▶ **ENTRIES SHOWN**:
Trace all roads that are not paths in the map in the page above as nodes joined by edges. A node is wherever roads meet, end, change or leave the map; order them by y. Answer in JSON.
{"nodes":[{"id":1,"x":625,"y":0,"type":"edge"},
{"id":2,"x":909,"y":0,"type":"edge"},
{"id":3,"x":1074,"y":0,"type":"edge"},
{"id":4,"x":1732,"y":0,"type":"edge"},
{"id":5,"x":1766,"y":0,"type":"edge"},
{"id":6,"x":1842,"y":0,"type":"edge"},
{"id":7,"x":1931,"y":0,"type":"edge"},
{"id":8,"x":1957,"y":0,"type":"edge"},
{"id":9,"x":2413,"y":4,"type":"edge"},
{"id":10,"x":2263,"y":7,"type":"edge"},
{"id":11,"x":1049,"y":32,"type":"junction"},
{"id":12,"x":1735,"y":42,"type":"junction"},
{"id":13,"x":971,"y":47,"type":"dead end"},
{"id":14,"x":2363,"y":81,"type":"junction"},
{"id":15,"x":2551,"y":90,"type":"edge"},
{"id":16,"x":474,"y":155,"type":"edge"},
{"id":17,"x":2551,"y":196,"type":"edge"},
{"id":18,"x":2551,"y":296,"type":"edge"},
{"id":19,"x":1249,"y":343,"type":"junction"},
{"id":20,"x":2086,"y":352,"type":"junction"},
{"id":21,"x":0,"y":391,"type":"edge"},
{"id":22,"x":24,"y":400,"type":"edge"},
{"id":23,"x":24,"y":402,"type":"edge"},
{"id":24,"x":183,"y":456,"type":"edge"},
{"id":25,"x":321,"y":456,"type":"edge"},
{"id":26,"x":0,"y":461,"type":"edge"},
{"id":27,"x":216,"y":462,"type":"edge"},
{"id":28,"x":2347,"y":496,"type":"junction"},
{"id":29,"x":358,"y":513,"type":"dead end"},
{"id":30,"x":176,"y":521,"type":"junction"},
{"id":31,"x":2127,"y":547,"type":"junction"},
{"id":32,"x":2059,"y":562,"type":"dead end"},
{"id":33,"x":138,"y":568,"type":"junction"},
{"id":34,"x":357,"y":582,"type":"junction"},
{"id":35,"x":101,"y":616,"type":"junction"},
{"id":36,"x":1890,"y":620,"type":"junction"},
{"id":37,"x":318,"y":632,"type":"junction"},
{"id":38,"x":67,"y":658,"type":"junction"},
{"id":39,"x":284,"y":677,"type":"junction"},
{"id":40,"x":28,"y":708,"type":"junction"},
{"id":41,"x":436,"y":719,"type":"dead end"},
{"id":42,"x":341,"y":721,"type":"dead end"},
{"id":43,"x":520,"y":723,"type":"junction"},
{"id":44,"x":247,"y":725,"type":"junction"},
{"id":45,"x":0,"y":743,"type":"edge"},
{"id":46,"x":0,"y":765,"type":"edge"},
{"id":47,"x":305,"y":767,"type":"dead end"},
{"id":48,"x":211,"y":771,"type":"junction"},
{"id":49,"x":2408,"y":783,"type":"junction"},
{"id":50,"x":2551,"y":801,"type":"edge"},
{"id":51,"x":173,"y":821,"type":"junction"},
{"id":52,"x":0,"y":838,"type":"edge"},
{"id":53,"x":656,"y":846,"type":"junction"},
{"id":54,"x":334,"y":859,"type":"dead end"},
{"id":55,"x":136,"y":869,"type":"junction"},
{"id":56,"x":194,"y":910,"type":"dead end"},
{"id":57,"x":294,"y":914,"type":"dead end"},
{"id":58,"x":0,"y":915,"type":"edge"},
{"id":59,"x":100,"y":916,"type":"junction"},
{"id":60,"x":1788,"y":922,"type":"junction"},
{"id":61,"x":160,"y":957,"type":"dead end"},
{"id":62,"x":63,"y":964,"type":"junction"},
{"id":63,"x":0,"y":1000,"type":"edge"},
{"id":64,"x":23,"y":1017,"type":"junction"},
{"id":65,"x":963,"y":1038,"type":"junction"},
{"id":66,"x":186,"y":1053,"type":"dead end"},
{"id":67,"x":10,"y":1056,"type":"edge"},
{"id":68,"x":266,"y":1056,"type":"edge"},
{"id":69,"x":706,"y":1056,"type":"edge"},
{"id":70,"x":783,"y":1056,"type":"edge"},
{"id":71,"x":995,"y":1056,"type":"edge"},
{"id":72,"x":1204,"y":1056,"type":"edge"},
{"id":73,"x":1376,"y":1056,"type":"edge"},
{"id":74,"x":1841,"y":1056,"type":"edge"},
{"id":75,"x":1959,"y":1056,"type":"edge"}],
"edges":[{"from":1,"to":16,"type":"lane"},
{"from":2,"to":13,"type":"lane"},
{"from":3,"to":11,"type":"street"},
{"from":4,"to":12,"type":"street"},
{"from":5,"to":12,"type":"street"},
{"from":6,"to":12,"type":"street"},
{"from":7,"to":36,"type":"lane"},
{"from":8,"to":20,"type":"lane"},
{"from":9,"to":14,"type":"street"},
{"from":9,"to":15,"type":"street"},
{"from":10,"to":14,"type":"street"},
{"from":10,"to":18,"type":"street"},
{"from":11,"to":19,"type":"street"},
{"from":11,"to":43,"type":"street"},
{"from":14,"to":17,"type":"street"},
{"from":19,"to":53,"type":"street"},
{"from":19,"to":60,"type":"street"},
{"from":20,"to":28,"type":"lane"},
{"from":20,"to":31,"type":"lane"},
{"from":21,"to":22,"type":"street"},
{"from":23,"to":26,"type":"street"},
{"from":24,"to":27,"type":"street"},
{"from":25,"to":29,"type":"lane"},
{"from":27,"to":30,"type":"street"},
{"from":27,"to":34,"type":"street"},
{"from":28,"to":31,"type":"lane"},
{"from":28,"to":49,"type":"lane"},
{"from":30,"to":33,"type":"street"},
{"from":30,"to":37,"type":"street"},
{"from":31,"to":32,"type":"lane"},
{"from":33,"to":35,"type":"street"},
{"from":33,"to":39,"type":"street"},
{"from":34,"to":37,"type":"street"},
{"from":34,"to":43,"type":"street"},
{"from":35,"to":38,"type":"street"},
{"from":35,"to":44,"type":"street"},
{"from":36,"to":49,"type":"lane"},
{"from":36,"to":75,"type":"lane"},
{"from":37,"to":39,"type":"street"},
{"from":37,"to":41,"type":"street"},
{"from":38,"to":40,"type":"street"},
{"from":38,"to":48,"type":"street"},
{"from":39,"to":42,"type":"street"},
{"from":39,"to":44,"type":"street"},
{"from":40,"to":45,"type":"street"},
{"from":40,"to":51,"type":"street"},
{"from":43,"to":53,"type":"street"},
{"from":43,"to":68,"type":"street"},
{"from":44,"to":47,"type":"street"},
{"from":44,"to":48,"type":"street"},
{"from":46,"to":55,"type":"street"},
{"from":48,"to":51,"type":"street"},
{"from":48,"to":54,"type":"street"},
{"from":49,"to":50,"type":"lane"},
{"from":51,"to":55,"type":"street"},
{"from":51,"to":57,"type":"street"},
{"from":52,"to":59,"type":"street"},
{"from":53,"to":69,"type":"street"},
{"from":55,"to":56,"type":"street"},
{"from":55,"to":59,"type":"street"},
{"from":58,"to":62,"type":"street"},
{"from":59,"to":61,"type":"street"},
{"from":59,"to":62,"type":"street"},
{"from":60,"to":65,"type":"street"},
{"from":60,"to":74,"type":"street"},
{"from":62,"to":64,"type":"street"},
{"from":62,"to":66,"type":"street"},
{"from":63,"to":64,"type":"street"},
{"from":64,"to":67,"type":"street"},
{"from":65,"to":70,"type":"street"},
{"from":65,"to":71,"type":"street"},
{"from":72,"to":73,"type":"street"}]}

▶ **WHAT TO WORK ON**: What is needed here is an exact reproduction of all the entries.

▶ **YOUR RESPONSE**:
Trace all roads that are not paths in the map in the page above as nodes joined by edges. A node is wherever roads meet, end, change or leave the map; order them by y. Answer in JSON.
{"nodes":[{"id":1,"x":625,"y":0,"type":"edge"},
{"id":2,"x":909,"y":0,"type":"edge"},
{"id":3,"x":1074,"y":0,"type":"edge"},
{"id":4,"x":1732,"y":0,"type":"edge"},
{"id":5,"x":1766,"y":0,"type":"edge"},
{"id":6,"x":1842,"y":0,"type":"edge"},
{"id":7,"x":1931,"y":0,"type":"edge"},
{"id":8,"x":1957,"y":0,"type":"edge"},
{"id":9,"x":2413,"y":4,"type":"edge"},
{"id":10,"x":2263,"y":7,"type":"edge"},
{"id":11,"x":1049,"y":32,"type":"junction"},
{"id":12,"x":1735,"y":42,"type":"junction"},
{"id":13,"x":971,"y":47,"type":"dead end"},
{"id":14,"x":2363,"y":81,"type":"junction"},
{"id":15,"x":2551,"y":90,"type":"edge"},
{"id":16,"x":474,"y":155,"type":"edge"},
{"id":17,"x":2551,"y":196,"type":"edge"},
{"id":18,"x":2551,"y":296,"type":"edge"},
{"id":19,"x":1249,"y":343,"type":"junction"},
{"id":20,"x":2086,"y":352,"type":"junction"},
{"id":21,"x":0,"y":391,"type":"edge"},
{"id":22,"x":24,"y":400,"type":"edge"},
{"id":23,"x":24,"y":402,"type":"edge"},
{"id":24,"x":183,"y":456,"type":"edge"},
{"id":25,"x":321,"y":456,"type":"edge"},
{"id":26,"x":0,"y":461,"type":"edge"},
{"id":27,"x":216,"y":462,"type":"edge"},
{"id":28,"x":2347,"y":496,"type":"junction"},
{"id":29,"x":358,"y":513,"type":"dead end"},
{"id":30,"x":176,"y":521,"type":"junction"},
{"id":31,"x":2127,"y":547,"type":"junction"},
{"id":32,"x":2059,"y":562,"type":"dead end"},
{"id":33,"x":138,"y":568,"type":"junction"},
{"id":34,"x":357,"y":582,"type":"junction"},
{"id":35,"x":101,"y":616,"type":"junction"},
{"id":36,"x":1890,"y":620,"type":"junction"},
{"id":37,"x":318,"y":632,"type":"junction"},
{"id":38,"x":67,"y":658,"type":"junction"},
{"id":39,"x":284,"y":677,"type":"junction"},
{"id":40,"x":28,"y":708,"type":"junction"},
{"id":41,"x":436,"y":719,"type":"dead end"},
{"id":42,"x":341,"y":721,"type":"dead end"},
{"id":43,"x":520,"y":723,"type":"junction"},
{"id":44,"x":247,"y":725,"type":"junction"},
{"id":45,"x":0,"y":743,"type":"edge"},
{"id":46,"x":0,"y":765,"type":"edge"},
{"id":47,"x":305,"y":767,"type":"dead end"},
{"id":48,"x":211,"y":771,"type":"junction"},
{"id":49,"x":2408,"y":783,"type":"junction"},
{"id":50,"x":2551,"y":801,"type":"edge"},
{"id":51,"x":173,"y":821,"type":"junction"},
{"id":52,"x":0,"y":838,"type":"edge"},
{"id":53,"x":656,"y":846,"type":"junction"},
{"id":54,"x":334,"y":859,"type":"dead end"},
{"id":55,"x":136,"y":869,"type":"junction"},
{"id":56,"x":194,"y":910,"type":"dead end"},
{"id":57,"x":294,"y":914,"type":"dead end"},
{"id":58,"x":0,"y":915,"type":"edge"},
{"id":59,"x":100,"y":916,"type":"junction"},
{"id":60,"x":1788,"y":922,"type":"junction"},
{"id":61,"x":160,"y":957,"type":"dead end"},
{"id":62,"x":63,"y":964,"type":"junction"},
{"id":63,"x":0,"y":1000,"type":"edge"},
{"id":64,"x":23,"y":1017,"type":"junction"},
{"id":65,"x":963,"y":1038,"type":"junction"},
{"id":66,"x":186,"y":1053,"type":"dead end"},
{"id":67,"x":10,"y":1056,"type":"edge"},
{"id":68,"x":266,"y":1056,"type":"edge"},
{"id":69,"x":706,"y":1056,"type":"edge"},
{"id":70,"x":783,"y":1056,"type":"edge"},
{"id":71,"x":995,"y":1056,"type":"edge"},
{"id":72,"x":1204,"y":1056,"type":"edge"},
{"id":73,"x":1376,"y":1056,"type":"edge"},
{"id":74,"x":1841,"y":1056,"type":"edge"},
{"id":75,"x":1959,"y":1056,"type":"edge"}],
"edges":[{"from":1,"to":16,"type":"lane"},
{"from":2,"to":13,"type":"lane"},
{"from":3,"to":11,"type":"street"},
{"from":4,"to":12,"type":"street"},
{"from":5,"to":12,"type":"street"},
{"from":6,"to":12,"type":"street"},
{"from":7,"to":36,"type":"lane"},
{"from":8,"to":20,"type":"lane"},
{"from":9,"to":14,"type":"street"},
{"from":9,"to":15,"type":"street"},
{"from":10,"to":14,"type":"street"},
{"from":10,"to":18,"type":"street"},
{"from":11,"to":19,"type":"street"},
{"from":11,"to":43,"type":"street"},
{"from":14,"to":17,"type":"street"},
{"from":19,"to":53,"type":"street"},
{"from":19,"to":60,"type":"street"},
{"from":20,"to":28,"type":"lane"},
{"from":20,"to":31,"type":"lane"},
{"from":21,"to":22,"type":"street"},
{"from":23,"to":26,"type":"street"},
{"from":24,"to":27,"type":"street"},
{"from":25,"to":29,"type":"lane"},
{"from":27,"to":30,"type":"street"},
{"from":27,"to":34,"type":"street"},
{"from":28,"to":31,"type":"lane"},
{"from":28,"to":49,"type":"lane"},
{"from":30,"to":33,"type":"street"},
{"from":30,"to":37,"type":"street"},
{"from":31,"to":32,"type":"lane"},
{"from":33,"to":35,"type":"street"},
{"from":33,"to":39,"type":"street"},
{"from":34,"to":37,"type":"street"},
{"from":34,"to":43,"type":"street"},
{"from":35,"to":38,"type":"street"},
{"from":35,"to":44,"type":"street"},
{"from":36,"to":49,"type":"lane"},
{"from":36,"to":75,"type":"lane"},
{"from":37,"to":39,"type":"street"},
{"from":37,"to":41,"type":"street"},
{"from":38,"to":40,"type":"street"},
{"from":38,"to":48,"type":"street"},
{"from":39,"to":42,"type":"street"},
{"from":39,"to":44,"type":"street"},
{"from":40,"to":45,"type":"street"},
{"from":40,"to":51,"type":"street"},
{"from":43,"to":53,"type":"street"},
{"from":43,"to":68,"type":"street"},
{"from":44,"to":47,"type":"street"},
{"from":44,"to":48,"type":"street"},
{"from":46,"to":55,"type":"street"},
{"from":48,"to":51,"type":"street"},
{"from":48,"to":54,"type":"street"},
{"from":49,"to":50,"type":"lane"},
{"from":51,"to":55,"type":"street"},
{"from":51,"to":57,"type":"street"},
{"from":52,"to":59,"type":"street"},
{"from":53,"to":69,"type":"street"},
{"from":55,"to":56,"type":"street"},
{"from":55,"to":59,"type":"street"},
{"from":58,"to":62,"type":"street"},
{"from":59,"to":61,"type":"street"},
{"from":59,"to":62,"type":"street"},
{"from":60,"to":65,"type":"street"},
{"from":60,"to":74,"type":"street"},
{"from":62,"to":64,"type":"street"},
{"from":62,"to":66,"type":"street"},
{"from":63,"to":64,"type":"street"},
{"from":64,"to":67,"type":"street"},
{"from":65,"to":70,"type":"street"},
{"from":65,"to":71,"type":"street"},
{"from":72,"to":73,"type":"street"}]}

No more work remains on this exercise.